Vladimir Ulyanov, in a painting set in front of his personal UMM garage. Ulyanov was one of the richest businessmen in Europe and profited immeasurably from the war, but he was known for treating his workers like dirt.
On October 31, Viktor ordered Kerensky to crush the rebels. "Proceed, no matter what danger, and kill every traitor you see." It was clear that the tsar very much feared a general revolution at this point. As rumors spread of rebel cells in various regions, from Karelia to Ukraine, Viktor's sanity, or what little remained of it, began to vanish completely, as he sat in St. Petersburg sweating out his fate and that of Russia. Kerensky's assault on the factory was an atrocity, with Maksimov and his men being butchered with axes and bayonets. Kerensky and his men then hung the corpses along the streets of Moscow on the gaslights. What was supposed to be a warning to any potential revolutionaries now became a rallying cry. "Remember Maksimov!" was heard all across the land, his story being told and retold countless times by traveling radicals, each new telling making the legend grow bigger and bigger. In mid-January, 1915, the revolution truly began. Citizens of Moscow, mostly veterans, took up arms against Kerensky's emergency rule and began to assault government buildings. Before long the mobs were upon Kerensky himself. Placing him under "citizen's arrest," the Illuminist-inspired rebels marched him to Krasivaya Square, in front of the palatial Kremlin, and commenced with a mock trial that ended with him being beheaded for all to see.

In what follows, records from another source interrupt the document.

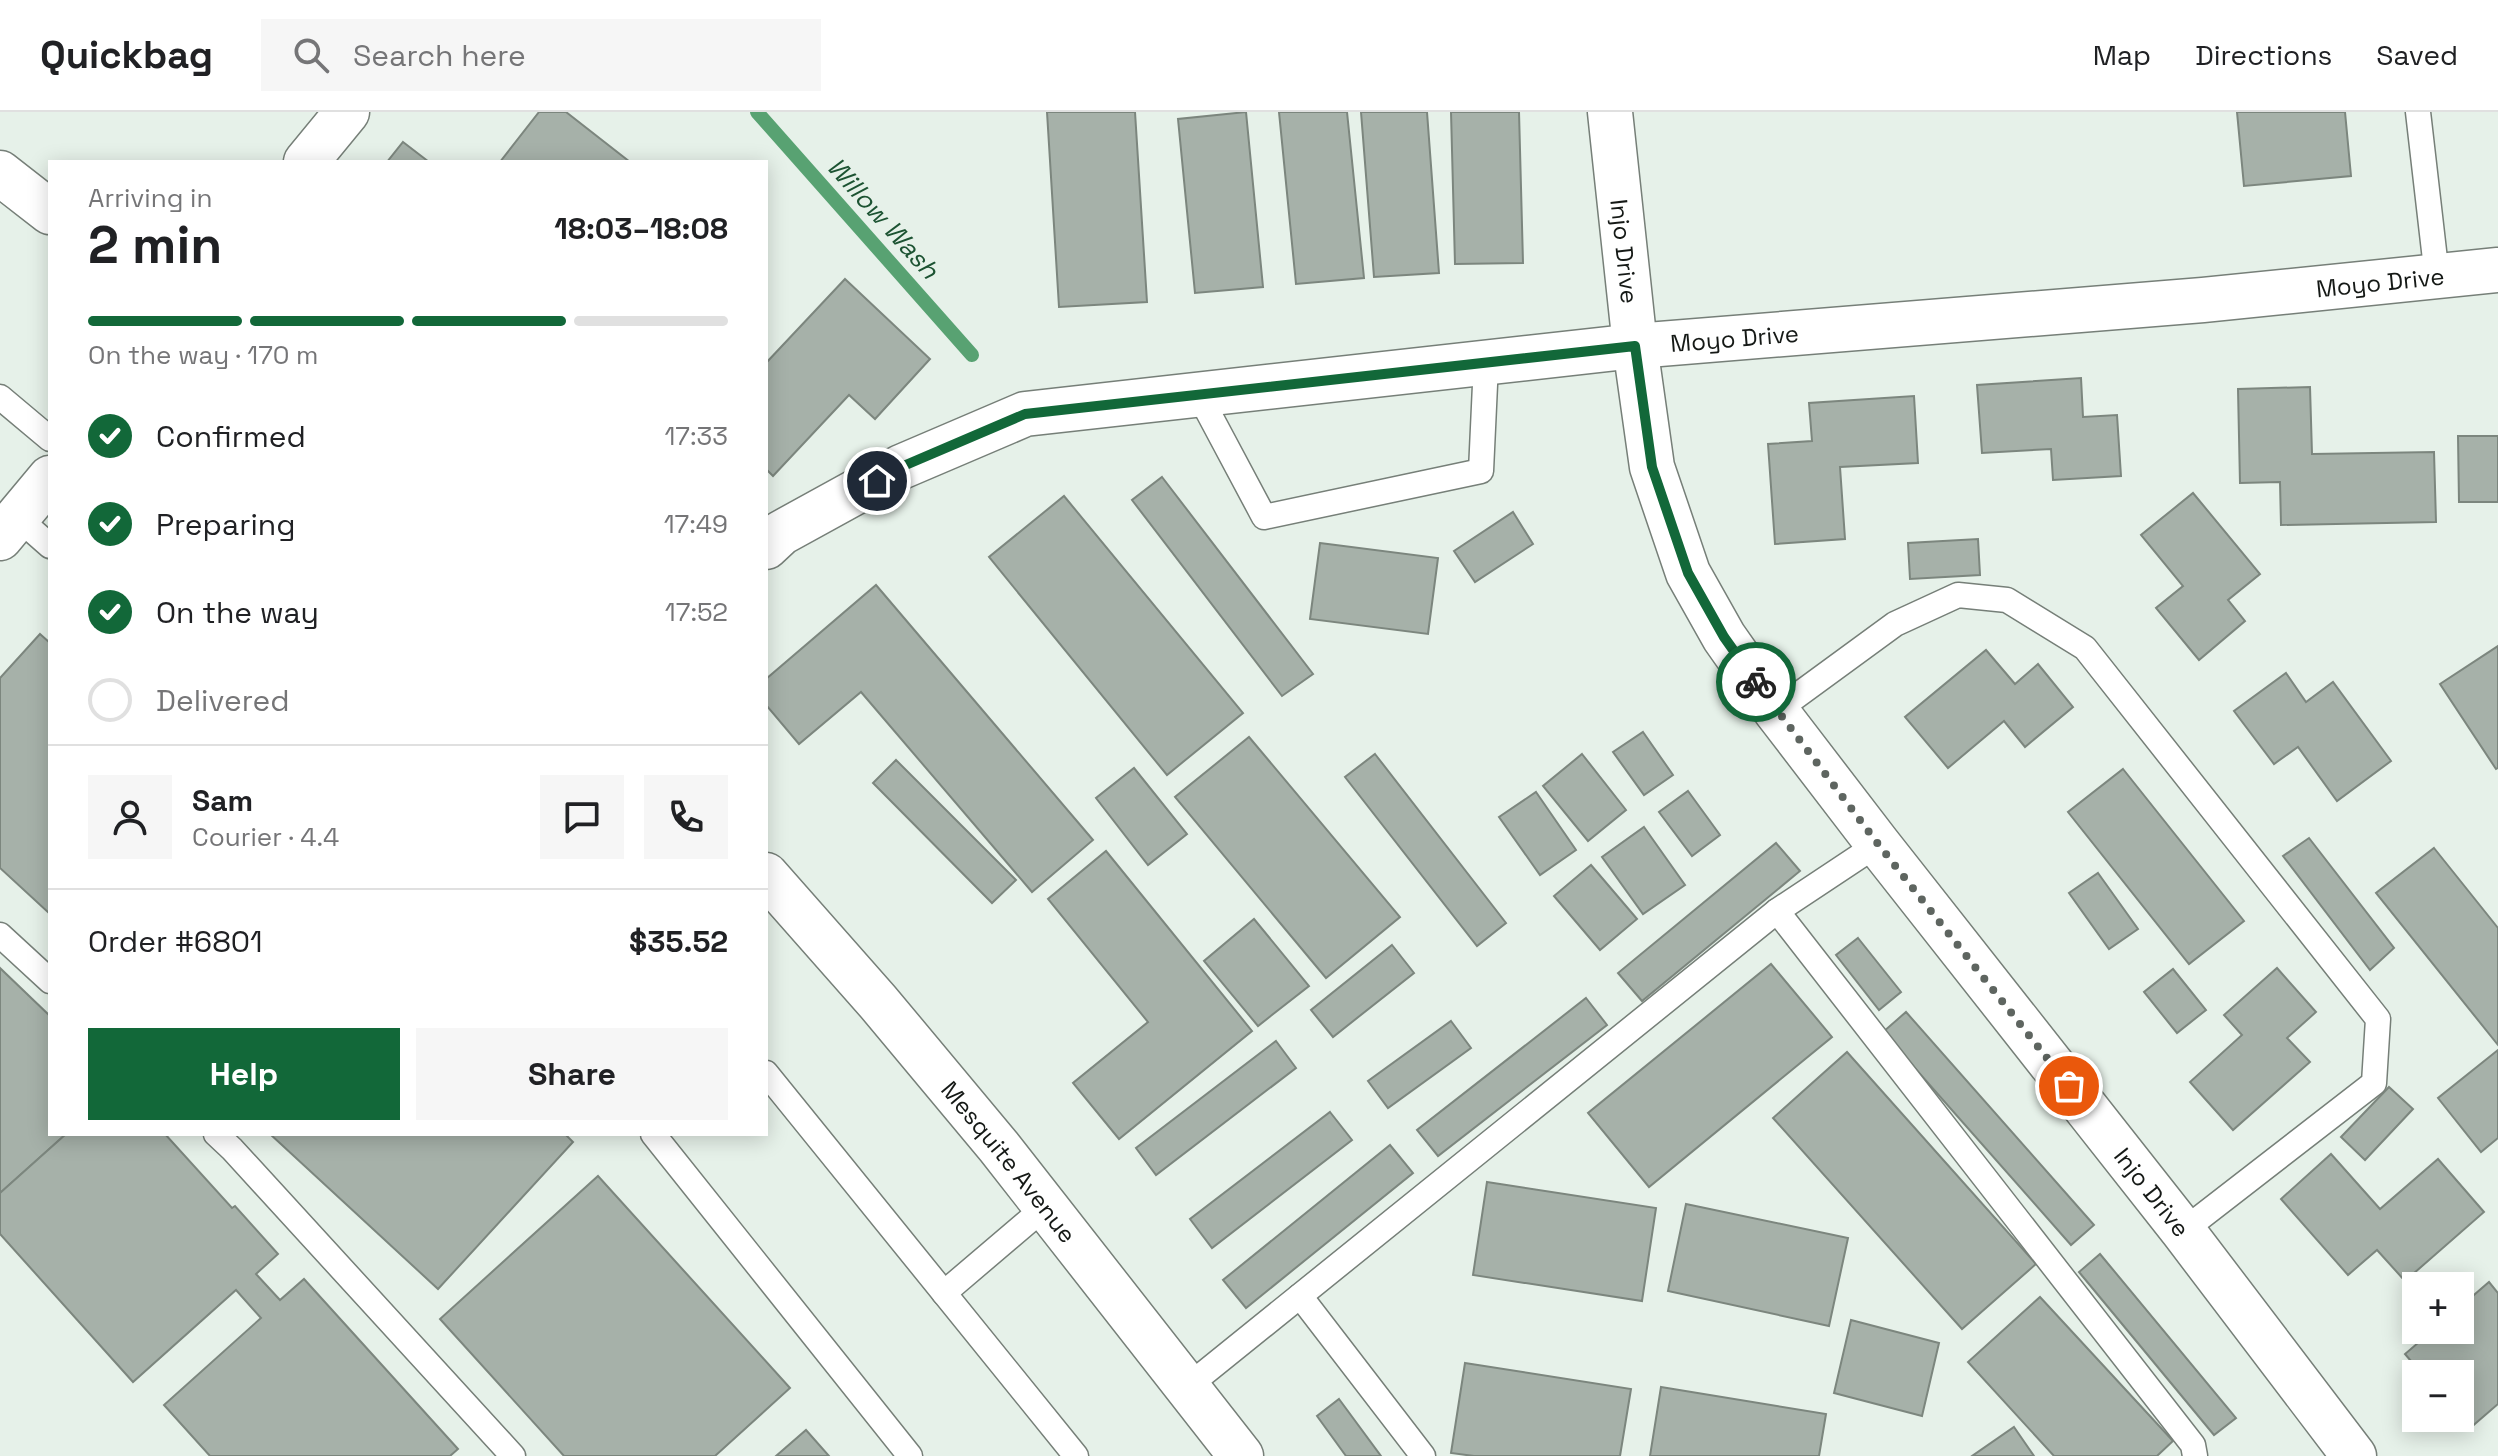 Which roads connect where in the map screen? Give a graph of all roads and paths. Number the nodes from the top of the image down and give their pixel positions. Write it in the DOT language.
graph roads {
  1 [pos="347,112"];
  2 [pos="1610,112"];
  3 [pos="2418,112"];
  4 [pos="308,160"];
  5 [pos="0,173"];
  6 [pos="48,210"];
  7 [pos="2498,270"];
  8 [pos="2437,277"];
  9 [pos="1635,346"];
  10 [pos="1486,363"];
  11 [pos="1199,395"];
  12 [pos="0,397"];
  13 [pos="48,437"];
  14 [pos="48,480"];
  15 [pos="9,528"];
  16 [pos="48,545"];
  17 [pos="768,545"];
  18 [pos="1776,711"];
  19 [pos="1878,844"];
  20 [pos="768,877"];
  21 [pos="1777,911"];
  22 [pos="0,935"];
  23 [pos="48,979"];
  24 [pos="768,1075"];
  25 [pos="218,1136"];
  26 [pos="655,1136"];
  27 [pos="1045,1207"];
  28 [pos="2183,1231"];
  29 [pos="944,1293"];
  30 [pos="1300,1296"];
  31 [pos="1187,1387"];
  32 [pos="513,1456"];
  33 [pos="910,1456"];
  34 [pos="1076,1456"];
  35 [pos="1241,1456"];
  36 [pos="1423,1456"];
  37 [pos="2195,1456"];
  38 [pos="2354,1456"];
  1 -- 4 [label="street"];
  2 -- 9 [label="street, Injo Drive"];
  3 -- 8 [label="lane"];
  5 -- 6 [label="street"];
  7 -- 8 [label="street, Moyo Drive"];
  8 -- 9 [label="street, Moyo Drive"];
  9 -- 10 [label="street, Moyo Drive"];
  9 -- 18 [label="street, Injo Drive"];
  10 -- 11 [label="street, Moyo Drive"];
  10 -- 11 [label="lane"];
  11 -- 17 [label="street, Moyo Drive"];
  12 -- 13 [label="lane"];
  14 -- 15 [label="street"];
  15 -- 16 [label="lane"];
  18 -- 19 [label="street, Injo Drive"];
  18 -- 28 [label="lane"];
  19 -- 21 [label="lane"];
  19 -- 28 [label="street, Injo Drive"];
  20 -- 27 [label="street, Mesquite Avenue"];
  21 -- 30 [label="lane"];
  21 -- 37 [label="lane"];
  22 -- 23 [label="lane"];
  24 -- 29 [label="lane"];
  25 -- 32 [label="lane"];
  26 -- 33 [label="lane"];
  27 -- 29 [label="lane"];
  27 -- 31 [label="street, Mesquite Avenue"];
  28 -- 38 [label="street, Injo Drive"];
  29 -- 34 [label="lane"];
  30 -- 31 [label="lane"];
  30 -- 36 [label="lane"];
  31 -- 35 [label="street, Mesquite Avenue"];
}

When Europe found out about the revolution, panic became terror. First Germania was falling to Illuminism, and now here was its direct neighbor, one of the largest empires in earth's history, also blazing hot with Illuminist flames. Napoleon IV said of the event, "Cheering for Viktor's downfall is foolish. Better the devil we defeated then a wave of of populist Jacobin radicalism." The final clincher was, however, when newspapers ran headlines about Saint Basil's Cathedral. On the night of January 28, radicals set the ancient building on fire, and by morning most of the building was destroyed. In Ukraine, Nadia Holub, a disciple of Otto Werner, the Grand Master of Illuminism, arrived back in Kiev from her exile in the Helvetic Confederation. The 30 year-old had published "Luciferian propaganda" during the war, which were newsletters that called for an end to the war and for the establishment of a true constitution. Now radicalized from her time with Werner, she became "Mother Ukraine," leading some 15,000 marchers through Kiev waving flags and burning the homes of the rich. Churches were looted for gold and jewels before being torched.
Nadia Holub, Ukrainian Illuminist and nationalist
Viktor fled St. Petersburg on March 2, 1915. The situation was hopeless. The entirety of the European portion of the Empire was collapsing even as the Asian half held strong.